Chiquinha Gonzaga foi ganhando o status de artista à medida que foi surgindo um sentimento de brasilidade mais forte com a queda do império e declaração da república, e encontros com artistas já consagrados que declararam admiração à qualidade de sua obra. Dentre eles, merece destaque Carlos Gomes (link), que infelizmente é uma personalidade brasileira tão esquecida, apesar de ser ouvida todas as noites quando toca na abertura de A voz do Brasil sua ópera O Guarani. Valesca começa a encontrar agora um certo apoio dentre alguns acadêmicos, outro tanto de artistas descolados, um professor de escola pública de uma cidade satélite de Brasília e a massa para quem ela canta.

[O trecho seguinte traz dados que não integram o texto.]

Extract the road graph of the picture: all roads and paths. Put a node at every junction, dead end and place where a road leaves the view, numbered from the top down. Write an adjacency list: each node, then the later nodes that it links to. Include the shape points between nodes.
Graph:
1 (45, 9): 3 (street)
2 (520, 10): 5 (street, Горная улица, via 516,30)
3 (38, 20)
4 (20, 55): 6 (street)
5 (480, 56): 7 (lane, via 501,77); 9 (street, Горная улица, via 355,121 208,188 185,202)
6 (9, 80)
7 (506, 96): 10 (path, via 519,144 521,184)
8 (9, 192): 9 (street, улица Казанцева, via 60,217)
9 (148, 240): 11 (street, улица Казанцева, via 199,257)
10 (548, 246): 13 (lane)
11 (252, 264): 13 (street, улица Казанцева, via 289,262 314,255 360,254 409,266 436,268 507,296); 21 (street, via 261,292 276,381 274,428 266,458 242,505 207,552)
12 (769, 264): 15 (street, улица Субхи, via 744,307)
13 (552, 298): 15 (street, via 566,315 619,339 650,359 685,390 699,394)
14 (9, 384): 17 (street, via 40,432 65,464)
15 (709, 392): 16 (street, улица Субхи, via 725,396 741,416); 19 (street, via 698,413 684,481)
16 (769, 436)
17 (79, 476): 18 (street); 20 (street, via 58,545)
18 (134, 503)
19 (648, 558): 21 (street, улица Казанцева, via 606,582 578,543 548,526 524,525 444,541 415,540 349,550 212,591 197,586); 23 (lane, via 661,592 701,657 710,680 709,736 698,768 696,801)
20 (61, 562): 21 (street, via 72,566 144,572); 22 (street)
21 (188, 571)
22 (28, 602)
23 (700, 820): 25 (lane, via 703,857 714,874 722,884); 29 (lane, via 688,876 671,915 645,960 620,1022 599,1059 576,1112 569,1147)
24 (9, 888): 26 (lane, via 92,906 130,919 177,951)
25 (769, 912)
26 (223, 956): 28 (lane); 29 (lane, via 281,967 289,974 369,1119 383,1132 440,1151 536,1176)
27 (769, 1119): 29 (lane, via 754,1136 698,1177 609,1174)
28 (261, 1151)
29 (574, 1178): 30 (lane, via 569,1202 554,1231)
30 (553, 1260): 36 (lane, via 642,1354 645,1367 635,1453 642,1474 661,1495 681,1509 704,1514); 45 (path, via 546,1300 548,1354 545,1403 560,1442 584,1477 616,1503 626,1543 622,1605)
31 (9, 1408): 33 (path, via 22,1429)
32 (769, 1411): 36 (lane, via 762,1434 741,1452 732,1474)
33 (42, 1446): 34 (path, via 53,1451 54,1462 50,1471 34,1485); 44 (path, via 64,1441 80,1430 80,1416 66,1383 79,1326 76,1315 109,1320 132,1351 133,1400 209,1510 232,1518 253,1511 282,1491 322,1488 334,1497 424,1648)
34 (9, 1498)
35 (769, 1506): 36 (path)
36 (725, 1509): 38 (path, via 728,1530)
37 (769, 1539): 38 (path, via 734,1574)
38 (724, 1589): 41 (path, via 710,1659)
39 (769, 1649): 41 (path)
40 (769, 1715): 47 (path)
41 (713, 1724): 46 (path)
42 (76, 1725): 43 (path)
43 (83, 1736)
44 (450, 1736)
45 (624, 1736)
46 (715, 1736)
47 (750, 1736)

Só depois de 1920 foi que Chiquinha viu seu trabalho ser apresentado como música e ela ser chamada de artista – inclusive esteve presente na luta pela legislação dos direitos autorais. Até então ela era apenas uma mulher imoral, que escrevia músicas pornográficas para tocar em cabarés e teatros de revista, lugares em que as pessoas dançavam balançando a bunda. Hoje quem faz balançar a bunda é o funk de Valesca Popozuda.

As aventuras da dupla Chiquinha Gonzaga e Valesca Popozuda contra a hipocrisia artística e pela representação da mulher continuam na próxima semana.

Até lá.

13 comentários em “VALESCA GONZAGA & CHIQUINHA POPOZUDA [Parte I]

  1. Notempo
    3 de julho de 2014

    Apenas genial!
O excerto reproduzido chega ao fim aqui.